Submit to this Journal Review for this Journal Propose a Special Issue

Article Menu

Share Help Cite Discuss in SciProfiles

Open AccessArticle

Peer-Review Record

Video Anomaly Detection Based on Convolutional Recurrent AutoEncoder

Sensors 2022, 22(12), 4647; https://doi.org/10.3390/s22124647

by Bokun Wang¹

and Caiqian Yang^2,*

Reviewer 1:

Margarita Gamarra

Reviewer 2:

Irina Mocanu

Reviewer 3:

Xin Gao

Sensors 2022, 22(12), 4647; https://doi.org/10.3390/s22124647

Submission received: 12 May 2022 / Revised: 6 June 2022 / Accepted: 14 June 2022 / Published: 20 June 2022

(This article belongs to the Section Optical Sensors)

Round 1

Reviewer 1 Report

The paper is well structured, and it proposes a new deep learning-based method called the Convolutional Recurrent AutoEncoder (CR- AE) for video anomaly detection. Different from other works, the proposed method could simultaneously detect the spatial and temporal anomaly.

In the Introduction you mentioned “That is due to the reason that if the CR-AE has never observed a similar pattern before, it may not be able to reconstruct the input video clip well.” Is it positive or negative? I don’t understand the context and the effects of this phrase.
Despite the contributions are explicitly numerated, it doesn’t indicate the impact of the study:

-the first one mentions the methodology, but how is it innovative?

-the second contribution should include the advantages of using only one net vs. the conventional two-stream network.

The values in Table 2 and Table 3 don’t include the confidence interval or information about deviation, then the difference could be not significant. It is not possible to state that your result is better than the other proposal (really 95.6% is significantly better than 95.45?)
The results should be compared with recent works and publications in high impact journals, like:

- X. Zhang, S. Yang, J. Zhang, W. Zhang, Video anomaly detection and localization using motion-field shape description and homogeneity testing, Pattern Recogn. 105 (2020) 107394.

-Romany F. Mansour, José Escorcia-Gutierrez, Margarita Gamarra, Jair A. Villanueva, Nallig Leal, Intelligent video anomaly detection and classification using faster RCNN with deep reinforcement learning model, Image and Vision Computing, Volume 112, 2021, 104229, https://doi.org/10.1016/j.imavis.2021.104229.

-B.S.Murugan,M. Elhoseny, K. Shankar, J. Uthayakumar, Region-based scalable smart system for anomaly detection in pedestrian walkways, Computers & Electrical Engineering, 75 (2019) 146–160.

English must be improved.

Author Response

See the attached file.

Author Response File: Author Response.pdf

Reviewer 2 Report

The paper presents an interesting subject. It is well written. The following aspects must be presented more clearly:

-section Related work must contain also obtained results

-the novelty of the proposed method must be presented in correlation with other existing ones

-results must be described in more details: what are the best cases (what are the bad ones), did illumination conditions influence the obtained results?

-how it is made the difference between anomaly and not-anomaly in case that many cars appear in the image (eg. for figure 5a)
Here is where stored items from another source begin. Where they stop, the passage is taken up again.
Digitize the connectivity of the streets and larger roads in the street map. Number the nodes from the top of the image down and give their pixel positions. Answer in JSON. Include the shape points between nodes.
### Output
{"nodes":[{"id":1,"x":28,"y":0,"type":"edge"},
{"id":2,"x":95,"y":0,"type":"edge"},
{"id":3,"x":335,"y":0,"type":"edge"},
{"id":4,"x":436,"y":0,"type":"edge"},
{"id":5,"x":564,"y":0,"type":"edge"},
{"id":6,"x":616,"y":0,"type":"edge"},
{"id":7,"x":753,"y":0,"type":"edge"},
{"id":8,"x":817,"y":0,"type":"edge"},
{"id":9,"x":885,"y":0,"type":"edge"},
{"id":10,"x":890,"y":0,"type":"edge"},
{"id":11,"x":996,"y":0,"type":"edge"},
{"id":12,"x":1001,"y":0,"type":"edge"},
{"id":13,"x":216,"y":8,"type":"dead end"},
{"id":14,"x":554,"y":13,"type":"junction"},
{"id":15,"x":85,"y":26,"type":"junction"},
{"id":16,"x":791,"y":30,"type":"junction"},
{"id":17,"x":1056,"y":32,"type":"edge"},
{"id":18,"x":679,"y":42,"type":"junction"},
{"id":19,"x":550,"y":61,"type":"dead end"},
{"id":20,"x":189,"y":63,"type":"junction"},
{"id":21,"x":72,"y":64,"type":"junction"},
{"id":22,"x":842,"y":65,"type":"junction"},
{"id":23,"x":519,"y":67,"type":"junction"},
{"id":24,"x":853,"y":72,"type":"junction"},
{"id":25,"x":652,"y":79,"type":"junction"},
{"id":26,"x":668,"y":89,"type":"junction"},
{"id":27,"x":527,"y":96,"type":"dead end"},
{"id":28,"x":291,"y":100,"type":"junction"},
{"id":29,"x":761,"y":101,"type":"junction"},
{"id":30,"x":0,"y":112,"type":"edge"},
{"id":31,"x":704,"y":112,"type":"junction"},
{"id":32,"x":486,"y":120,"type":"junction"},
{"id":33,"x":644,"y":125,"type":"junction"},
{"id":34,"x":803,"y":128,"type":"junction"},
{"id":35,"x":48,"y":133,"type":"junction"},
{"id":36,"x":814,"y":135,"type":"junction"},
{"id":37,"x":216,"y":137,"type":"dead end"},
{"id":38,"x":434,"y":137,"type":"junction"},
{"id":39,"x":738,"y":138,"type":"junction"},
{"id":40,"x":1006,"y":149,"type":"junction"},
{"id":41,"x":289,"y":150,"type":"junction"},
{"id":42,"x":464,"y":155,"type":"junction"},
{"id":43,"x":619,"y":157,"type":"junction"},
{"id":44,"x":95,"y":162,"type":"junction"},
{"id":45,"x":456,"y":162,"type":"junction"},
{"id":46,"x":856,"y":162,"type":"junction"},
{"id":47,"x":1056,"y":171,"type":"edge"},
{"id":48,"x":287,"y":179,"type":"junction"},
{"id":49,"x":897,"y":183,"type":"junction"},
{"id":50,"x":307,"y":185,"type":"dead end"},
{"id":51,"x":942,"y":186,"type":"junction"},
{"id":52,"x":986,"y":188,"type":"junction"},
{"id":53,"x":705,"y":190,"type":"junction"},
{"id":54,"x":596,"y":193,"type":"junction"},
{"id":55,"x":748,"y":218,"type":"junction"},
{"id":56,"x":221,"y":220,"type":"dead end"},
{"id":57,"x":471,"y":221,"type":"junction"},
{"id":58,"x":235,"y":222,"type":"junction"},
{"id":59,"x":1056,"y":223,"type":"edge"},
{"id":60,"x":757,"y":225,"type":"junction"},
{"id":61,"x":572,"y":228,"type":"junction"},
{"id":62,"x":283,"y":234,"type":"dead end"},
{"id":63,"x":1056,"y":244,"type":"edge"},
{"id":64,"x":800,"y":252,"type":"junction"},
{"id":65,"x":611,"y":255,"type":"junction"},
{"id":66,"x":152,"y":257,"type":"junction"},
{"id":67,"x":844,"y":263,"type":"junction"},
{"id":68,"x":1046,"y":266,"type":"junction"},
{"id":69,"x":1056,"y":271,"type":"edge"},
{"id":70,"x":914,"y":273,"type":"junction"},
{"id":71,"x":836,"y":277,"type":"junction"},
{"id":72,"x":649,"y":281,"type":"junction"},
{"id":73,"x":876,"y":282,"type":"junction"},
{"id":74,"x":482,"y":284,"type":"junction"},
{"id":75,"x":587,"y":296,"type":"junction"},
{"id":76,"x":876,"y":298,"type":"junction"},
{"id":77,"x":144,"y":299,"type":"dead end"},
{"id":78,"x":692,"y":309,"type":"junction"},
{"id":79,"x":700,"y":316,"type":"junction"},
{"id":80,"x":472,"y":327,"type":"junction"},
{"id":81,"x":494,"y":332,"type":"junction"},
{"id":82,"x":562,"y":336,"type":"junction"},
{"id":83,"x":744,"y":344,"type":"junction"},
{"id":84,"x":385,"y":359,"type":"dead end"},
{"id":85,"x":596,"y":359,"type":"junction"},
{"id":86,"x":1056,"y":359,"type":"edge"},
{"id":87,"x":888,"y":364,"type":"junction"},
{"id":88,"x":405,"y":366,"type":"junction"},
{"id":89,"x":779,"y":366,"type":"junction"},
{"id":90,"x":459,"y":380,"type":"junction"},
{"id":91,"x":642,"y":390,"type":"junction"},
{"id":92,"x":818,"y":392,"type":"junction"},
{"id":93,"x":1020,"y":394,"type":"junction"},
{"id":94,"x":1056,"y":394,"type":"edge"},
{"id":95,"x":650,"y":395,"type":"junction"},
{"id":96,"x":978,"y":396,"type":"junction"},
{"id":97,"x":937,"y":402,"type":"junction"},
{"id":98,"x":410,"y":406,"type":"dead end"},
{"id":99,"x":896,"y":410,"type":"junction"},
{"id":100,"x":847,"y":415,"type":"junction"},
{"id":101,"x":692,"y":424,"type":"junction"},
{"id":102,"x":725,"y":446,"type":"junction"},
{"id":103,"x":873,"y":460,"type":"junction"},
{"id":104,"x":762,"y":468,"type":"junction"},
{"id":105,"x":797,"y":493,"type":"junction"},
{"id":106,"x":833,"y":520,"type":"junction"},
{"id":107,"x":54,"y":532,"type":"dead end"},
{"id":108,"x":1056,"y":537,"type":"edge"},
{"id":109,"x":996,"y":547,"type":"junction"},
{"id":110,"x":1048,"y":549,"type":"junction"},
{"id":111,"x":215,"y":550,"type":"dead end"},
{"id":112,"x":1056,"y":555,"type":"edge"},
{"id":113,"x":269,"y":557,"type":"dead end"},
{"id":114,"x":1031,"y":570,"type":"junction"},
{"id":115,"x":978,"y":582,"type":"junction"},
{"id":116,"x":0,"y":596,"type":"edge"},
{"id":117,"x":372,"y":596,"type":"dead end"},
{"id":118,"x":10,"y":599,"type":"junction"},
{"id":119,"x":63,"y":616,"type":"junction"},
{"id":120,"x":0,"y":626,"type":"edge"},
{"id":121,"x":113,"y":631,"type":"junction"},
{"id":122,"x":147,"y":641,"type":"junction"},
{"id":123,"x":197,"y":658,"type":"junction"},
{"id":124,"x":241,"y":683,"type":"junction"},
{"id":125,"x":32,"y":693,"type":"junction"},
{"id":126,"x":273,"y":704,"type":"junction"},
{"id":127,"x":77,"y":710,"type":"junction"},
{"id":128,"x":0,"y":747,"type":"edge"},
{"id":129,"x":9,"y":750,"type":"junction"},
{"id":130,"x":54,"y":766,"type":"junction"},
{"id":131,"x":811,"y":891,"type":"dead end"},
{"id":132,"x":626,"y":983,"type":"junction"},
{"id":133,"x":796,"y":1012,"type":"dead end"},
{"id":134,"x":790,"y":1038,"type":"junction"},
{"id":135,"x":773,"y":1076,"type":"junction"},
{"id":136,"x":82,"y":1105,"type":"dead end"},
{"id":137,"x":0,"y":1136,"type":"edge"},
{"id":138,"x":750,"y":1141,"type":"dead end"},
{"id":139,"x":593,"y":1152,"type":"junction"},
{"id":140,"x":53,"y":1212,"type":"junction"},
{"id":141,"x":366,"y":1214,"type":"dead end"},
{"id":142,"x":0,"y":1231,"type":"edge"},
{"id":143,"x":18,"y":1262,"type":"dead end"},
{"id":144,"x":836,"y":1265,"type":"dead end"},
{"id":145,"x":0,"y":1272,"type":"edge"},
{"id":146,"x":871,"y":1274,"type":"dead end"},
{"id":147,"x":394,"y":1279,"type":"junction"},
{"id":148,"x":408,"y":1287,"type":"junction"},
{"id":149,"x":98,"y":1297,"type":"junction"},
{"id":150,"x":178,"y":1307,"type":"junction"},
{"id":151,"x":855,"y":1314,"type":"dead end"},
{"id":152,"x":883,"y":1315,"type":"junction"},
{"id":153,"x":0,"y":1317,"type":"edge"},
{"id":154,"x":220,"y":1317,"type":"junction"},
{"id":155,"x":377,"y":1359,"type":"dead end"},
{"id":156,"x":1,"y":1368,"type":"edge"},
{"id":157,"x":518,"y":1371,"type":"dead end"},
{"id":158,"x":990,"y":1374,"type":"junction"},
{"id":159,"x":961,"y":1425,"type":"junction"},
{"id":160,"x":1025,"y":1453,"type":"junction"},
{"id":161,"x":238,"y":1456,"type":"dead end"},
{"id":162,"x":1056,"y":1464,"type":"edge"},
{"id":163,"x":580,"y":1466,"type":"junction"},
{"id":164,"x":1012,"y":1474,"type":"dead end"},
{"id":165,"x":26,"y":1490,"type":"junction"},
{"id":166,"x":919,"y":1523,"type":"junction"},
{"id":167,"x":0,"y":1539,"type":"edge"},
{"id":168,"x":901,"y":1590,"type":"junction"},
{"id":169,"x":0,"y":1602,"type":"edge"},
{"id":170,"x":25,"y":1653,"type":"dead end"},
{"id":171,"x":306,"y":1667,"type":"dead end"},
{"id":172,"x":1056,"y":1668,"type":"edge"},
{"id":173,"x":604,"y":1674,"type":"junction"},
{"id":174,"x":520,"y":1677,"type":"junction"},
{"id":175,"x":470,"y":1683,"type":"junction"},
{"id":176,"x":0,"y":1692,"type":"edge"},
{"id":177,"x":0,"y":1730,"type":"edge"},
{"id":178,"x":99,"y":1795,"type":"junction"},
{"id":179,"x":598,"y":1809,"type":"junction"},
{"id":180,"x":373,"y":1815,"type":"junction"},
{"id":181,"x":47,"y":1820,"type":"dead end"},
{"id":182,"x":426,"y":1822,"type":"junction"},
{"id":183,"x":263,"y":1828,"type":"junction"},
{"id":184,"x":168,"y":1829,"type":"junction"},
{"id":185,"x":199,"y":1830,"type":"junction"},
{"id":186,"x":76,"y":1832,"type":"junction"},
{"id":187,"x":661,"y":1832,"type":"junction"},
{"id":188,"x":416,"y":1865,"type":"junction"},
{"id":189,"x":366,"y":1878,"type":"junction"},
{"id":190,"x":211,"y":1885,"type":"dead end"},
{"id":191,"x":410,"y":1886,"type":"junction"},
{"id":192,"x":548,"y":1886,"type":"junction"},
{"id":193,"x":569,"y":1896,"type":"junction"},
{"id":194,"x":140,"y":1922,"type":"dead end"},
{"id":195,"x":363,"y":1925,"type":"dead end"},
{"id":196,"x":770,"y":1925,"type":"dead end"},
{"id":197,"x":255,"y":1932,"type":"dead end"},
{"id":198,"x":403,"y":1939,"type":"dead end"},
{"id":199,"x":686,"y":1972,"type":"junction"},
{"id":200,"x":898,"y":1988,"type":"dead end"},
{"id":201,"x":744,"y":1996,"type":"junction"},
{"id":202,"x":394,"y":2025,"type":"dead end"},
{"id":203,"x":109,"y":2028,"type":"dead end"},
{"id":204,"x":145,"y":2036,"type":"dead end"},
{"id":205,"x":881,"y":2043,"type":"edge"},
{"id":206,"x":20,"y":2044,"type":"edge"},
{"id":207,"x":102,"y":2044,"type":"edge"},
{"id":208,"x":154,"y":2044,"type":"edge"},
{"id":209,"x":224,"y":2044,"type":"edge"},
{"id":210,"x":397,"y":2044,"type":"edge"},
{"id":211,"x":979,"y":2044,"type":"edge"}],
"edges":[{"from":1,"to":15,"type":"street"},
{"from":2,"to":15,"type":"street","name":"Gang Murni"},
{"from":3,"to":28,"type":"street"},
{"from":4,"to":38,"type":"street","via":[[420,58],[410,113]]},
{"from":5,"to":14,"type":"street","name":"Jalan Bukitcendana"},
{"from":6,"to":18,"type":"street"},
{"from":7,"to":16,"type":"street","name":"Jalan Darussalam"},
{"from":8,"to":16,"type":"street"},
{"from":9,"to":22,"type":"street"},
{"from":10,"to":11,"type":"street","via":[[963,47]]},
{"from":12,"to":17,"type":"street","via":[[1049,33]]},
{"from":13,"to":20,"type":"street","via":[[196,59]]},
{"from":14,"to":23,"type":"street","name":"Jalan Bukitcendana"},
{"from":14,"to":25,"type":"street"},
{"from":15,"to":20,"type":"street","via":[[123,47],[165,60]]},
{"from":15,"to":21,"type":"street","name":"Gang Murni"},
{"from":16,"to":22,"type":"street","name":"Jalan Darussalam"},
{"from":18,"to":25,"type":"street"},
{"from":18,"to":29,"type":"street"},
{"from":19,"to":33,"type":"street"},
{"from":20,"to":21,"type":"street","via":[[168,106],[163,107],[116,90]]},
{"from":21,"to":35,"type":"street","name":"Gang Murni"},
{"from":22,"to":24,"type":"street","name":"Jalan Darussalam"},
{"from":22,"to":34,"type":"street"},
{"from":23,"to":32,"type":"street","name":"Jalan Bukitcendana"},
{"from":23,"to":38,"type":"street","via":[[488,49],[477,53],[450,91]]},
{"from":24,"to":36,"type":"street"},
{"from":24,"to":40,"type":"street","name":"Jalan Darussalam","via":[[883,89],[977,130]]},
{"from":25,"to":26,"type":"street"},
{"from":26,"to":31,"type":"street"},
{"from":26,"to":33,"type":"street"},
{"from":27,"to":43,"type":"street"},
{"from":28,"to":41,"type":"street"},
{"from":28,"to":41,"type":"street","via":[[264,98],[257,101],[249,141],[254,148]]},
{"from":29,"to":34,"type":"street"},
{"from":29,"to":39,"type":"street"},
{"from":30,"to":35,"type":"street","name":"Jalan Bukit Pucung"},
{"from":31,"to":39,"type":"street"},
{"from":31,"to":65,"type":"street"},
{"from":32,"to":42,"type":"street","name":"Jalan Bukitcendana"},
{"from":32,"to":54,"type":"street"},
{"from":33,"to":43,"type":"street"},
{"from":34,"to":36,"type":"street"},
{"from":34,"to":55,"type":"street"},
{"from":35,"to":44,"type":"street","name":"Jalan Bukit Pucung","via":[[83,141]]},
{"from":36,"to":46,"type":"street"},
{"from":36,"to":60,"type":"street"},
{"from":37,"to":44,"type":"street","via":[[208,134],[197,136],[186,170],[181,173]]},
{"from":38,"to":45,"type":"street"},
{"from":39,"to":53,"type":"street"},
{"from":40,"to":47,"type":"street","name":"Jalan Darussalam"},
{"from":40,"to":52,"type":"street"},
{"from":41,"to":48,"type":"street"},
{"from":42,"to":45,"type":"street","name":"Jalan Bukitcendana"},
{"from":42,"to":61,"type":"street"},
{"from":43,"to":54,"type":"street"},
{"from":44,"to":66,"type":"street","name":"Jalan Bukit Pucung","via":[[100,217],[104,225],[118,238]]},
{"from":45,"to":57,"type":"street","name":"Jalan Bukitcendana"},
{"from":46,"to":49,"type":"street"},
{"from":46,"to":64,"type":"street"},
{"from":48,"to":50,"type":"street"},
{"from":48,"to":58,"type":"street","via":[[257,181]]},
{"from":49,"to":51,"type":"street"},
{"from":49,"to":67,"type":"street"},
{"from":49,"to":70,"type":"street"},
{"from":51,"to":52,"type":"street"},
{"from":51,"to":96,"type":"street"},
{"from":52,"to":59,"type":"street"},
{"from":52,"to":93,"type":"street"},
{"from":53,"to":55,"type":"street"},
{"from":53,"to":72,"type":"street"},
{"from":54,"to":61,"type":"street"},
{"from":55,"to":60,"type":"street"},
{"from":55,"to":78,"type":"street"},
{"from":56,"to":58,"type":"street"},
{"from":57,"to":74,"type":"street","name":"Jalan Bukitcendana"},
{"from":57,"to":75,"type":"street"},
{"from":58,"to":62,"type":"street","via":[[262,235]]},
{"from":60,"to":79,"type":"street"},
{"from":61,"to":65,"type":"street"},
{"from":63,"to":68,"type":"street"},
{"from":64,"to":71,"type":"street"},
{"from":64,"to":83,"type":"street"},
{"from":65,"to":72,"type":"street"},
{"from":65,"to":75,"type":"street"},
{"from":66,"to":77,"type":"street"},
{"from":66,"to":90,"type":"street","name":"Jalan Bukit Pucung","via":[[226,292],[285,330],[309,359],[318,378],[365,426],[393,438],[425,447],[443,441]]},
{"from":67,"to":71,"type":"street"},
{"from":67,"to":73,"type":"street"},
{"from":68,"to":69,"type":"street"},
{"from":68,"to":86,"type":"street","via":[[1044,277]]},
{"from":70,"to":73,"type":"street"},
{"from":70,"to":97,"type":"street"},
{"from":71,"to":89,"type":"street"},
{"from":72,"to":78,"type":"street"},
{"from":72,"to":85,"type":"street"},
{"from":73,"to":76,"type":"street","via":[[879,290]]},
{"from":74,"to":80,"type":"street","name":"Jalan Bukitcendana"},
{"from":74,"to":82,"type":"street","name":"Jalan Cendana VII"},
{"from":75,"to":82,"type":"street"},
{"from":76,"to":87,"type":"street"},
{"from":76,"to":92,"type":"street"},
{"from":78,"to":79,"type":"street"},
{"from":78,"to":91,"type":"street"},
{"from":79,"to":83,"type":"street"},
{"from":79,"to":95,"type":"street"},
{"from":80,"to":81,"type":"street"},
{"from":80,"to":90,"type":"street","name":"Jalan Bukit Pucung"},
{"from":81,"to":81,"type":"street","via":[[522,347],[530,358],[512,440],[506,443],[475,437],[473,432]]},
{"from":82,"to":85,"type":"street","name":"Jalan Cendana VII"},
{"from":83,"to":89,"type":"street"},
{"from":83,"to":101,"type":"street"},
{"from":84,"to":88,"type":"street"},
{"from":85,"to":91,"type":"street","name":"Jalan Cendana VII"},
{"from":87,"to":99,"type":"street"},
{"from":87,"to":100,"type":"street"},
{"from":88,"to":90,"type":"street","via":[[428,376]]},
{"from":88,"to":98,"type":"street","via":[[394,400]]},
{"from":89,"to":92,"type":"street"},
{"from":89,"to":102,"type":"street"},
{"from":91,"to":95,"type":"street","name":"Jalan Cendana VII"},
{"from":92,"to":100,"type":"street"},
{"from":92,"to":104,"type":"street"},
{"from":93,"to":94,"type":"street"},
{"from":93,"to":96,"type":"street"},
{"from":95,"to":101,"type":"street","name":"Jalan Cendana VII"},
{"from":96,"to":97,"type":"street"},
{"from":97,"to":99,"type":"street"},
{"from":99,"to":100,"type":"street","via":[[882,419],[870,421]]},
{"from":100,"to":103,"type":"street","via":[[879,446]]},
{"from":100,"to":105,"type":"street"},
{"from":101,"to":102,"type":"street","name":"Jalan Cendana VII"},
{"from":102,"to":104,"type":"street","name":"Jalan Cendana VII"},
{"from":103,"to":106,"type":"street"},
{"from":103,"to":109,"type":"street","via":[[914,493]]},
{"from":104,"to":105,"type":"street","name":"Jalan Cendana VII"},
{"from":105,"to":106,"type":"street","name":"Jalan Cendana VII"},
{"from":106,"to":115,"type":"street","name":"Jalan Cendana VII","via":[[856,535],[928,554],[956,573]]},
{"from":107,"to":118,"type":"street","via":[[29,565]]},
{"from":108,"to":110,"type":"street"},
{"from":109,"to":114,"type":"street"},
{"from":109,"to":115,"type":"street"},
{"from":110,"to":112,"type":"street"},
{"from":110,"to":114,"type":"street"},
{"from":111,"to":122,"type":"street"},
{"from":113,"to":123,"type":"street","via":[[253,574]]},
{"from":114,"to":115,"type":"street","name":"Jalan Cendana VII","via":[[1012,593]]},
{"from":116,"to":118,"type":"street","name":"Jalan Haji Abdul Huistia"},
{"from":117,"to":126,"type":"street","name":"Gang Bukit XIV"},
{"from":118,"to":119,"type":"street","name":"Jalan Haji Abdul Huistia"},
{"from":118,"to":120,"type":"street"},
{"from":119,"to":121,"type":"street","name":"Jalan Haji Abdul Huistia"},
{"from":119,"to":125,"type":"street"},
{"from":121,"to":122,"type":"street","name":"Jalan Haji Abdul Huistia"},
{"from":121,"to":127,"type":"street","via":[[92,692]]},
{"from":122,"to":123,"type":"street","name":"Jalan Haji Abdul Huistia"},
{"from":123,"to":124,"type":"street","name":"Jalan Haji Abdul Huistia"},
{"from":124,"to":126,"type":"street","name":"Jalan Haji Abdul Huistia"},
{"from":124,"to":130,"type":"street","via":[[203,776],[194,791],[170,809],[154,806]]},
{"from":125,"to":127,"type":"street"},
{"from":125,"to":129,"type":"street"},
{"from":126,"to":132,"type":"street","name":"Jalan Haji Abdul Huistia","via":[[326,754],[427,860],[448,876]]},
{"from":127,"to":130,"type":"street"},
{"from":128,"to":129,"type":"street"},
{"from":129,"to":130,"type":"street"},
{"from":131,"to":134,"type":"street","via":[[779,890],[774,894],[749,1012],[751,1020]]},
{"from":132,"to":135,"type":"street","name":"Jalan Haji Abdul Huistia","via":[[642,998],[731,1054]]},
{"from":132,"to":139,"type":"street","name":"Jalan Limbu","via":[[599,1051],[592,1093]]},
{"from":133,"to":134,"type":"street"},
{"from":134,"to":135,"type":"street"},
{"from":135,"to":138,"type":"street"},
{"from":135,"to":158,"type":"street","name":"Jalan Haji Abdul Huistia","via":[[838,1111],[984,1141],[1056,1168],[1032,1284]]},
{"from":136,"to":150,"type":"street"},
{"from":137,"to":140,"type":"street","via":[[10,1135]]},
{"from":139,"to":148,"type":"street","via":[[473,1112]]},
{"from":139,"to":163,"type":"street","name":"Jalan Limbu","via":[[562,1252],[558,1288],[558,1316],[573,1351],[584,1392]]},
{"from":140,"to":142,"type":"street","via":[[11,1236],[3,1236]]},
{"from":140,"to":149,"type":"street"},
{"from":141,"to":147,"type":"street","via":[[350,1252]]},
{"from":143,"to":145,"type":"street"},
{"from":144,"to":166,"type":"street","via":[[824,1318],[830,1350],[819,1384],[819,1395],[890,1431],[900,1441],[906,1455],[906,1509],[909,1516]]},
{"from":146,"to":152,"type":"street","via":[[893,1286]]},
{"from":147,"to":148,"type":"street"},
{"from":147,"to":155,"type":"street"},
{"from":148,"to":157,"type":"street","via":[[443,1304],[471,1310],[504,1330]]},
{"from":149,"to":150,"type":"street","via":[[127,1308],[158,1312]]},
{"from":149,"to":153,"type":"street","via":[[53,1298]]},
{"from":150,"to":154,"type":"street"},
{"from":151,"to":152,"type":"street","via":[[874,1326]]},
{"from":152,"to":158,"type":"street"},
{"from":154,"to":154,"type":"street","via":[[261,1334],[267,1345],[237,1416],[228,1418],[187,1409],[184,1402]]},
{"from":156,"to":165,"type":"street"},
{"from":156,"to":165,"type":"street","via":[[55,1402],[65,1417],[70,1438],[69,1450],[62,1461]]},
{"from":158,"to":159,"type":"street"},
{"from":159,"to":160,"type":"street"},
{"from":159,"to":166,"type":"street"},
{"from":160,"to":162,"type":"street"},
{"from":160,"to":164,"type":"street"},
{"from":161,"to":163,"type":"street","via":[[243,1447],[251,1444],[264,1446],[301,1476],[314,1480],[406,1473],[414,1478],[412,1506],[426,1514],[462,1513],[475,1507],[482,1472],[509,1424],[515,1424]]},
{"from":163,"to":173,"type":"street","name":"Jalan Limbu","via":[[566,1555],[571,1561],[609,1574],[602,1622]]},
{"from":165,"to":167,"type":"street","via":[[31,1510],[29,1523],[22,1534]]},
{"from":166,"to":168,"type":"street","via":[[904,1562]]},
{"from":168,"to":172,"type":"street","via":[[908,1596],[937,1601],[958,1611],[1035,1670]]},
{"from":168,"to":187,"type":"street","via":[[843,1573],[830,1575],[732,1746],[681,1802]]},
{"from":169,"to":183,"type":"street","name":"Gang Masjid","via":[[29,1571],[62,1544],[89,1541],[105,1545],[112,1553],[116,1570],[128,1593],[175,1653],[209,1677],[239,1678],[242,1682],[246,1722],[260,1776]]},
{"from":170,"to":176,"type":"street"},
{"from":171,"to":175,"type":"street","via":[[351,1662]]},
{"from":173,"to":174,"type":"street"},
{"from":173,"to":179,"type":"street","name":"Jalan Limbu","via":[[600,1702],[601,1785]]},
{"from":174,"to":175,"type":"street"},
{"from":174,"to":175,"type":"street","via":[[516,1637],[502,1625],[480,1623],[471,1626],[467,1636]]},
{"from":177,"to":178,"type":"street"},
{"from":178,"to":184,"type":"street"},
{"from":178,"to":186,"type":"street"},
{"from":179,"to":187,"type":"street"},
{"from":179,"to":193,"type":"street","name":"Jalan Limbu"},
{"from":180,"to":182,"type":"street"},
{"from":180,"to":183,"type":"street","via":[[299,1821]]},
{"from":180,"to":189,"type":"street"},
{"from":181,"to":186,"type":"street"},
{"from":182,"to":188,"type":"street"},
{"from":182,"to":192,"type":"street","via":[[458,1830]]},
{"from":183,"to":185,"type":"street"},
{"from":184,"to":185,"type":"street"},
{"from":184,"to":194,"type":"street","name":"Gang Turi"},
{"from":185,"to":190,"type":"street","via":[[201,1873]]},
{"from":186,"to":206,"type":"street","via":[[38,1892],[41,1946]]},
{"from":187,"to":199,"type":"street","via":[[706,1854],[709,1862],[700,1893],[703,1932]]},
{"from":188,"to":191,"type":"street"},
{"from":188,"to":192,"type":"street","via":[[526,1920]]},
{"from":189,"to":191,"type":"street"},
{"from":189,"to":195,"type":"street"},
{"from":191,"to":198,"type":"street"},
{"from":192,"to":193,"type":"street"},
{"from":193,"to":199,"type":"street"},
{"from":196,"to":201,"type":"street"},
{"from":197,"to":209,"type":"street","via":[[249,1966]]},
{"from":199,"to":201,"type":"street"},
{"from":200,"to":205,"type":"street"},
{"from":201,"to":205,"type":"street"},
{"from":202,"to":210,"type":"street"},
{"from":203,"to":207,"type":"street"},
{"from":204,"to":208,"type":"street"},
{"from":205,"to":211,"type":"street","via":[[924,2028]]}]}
-uniformise the usage of Fig. (eg. fig. 4 - line 334) and figure

Author Response

See the attached file.

Author Response File: Author Response.pdf

Reviewer 3 Report

Dear Authors,

Thanks so much for your manuscript submission to special issue on MDPI Journal of Sensors. This short research article is comprehensively good, while the organization of this paper still needs some adjustment, the use of English on this research article is acceptable, in spite that some subsections need improvement. Therefore, I think that some edits to improve the major and minor problematic issues are necessary, after addressing all reviewers' comments as suggested, it may enter the double-decision process.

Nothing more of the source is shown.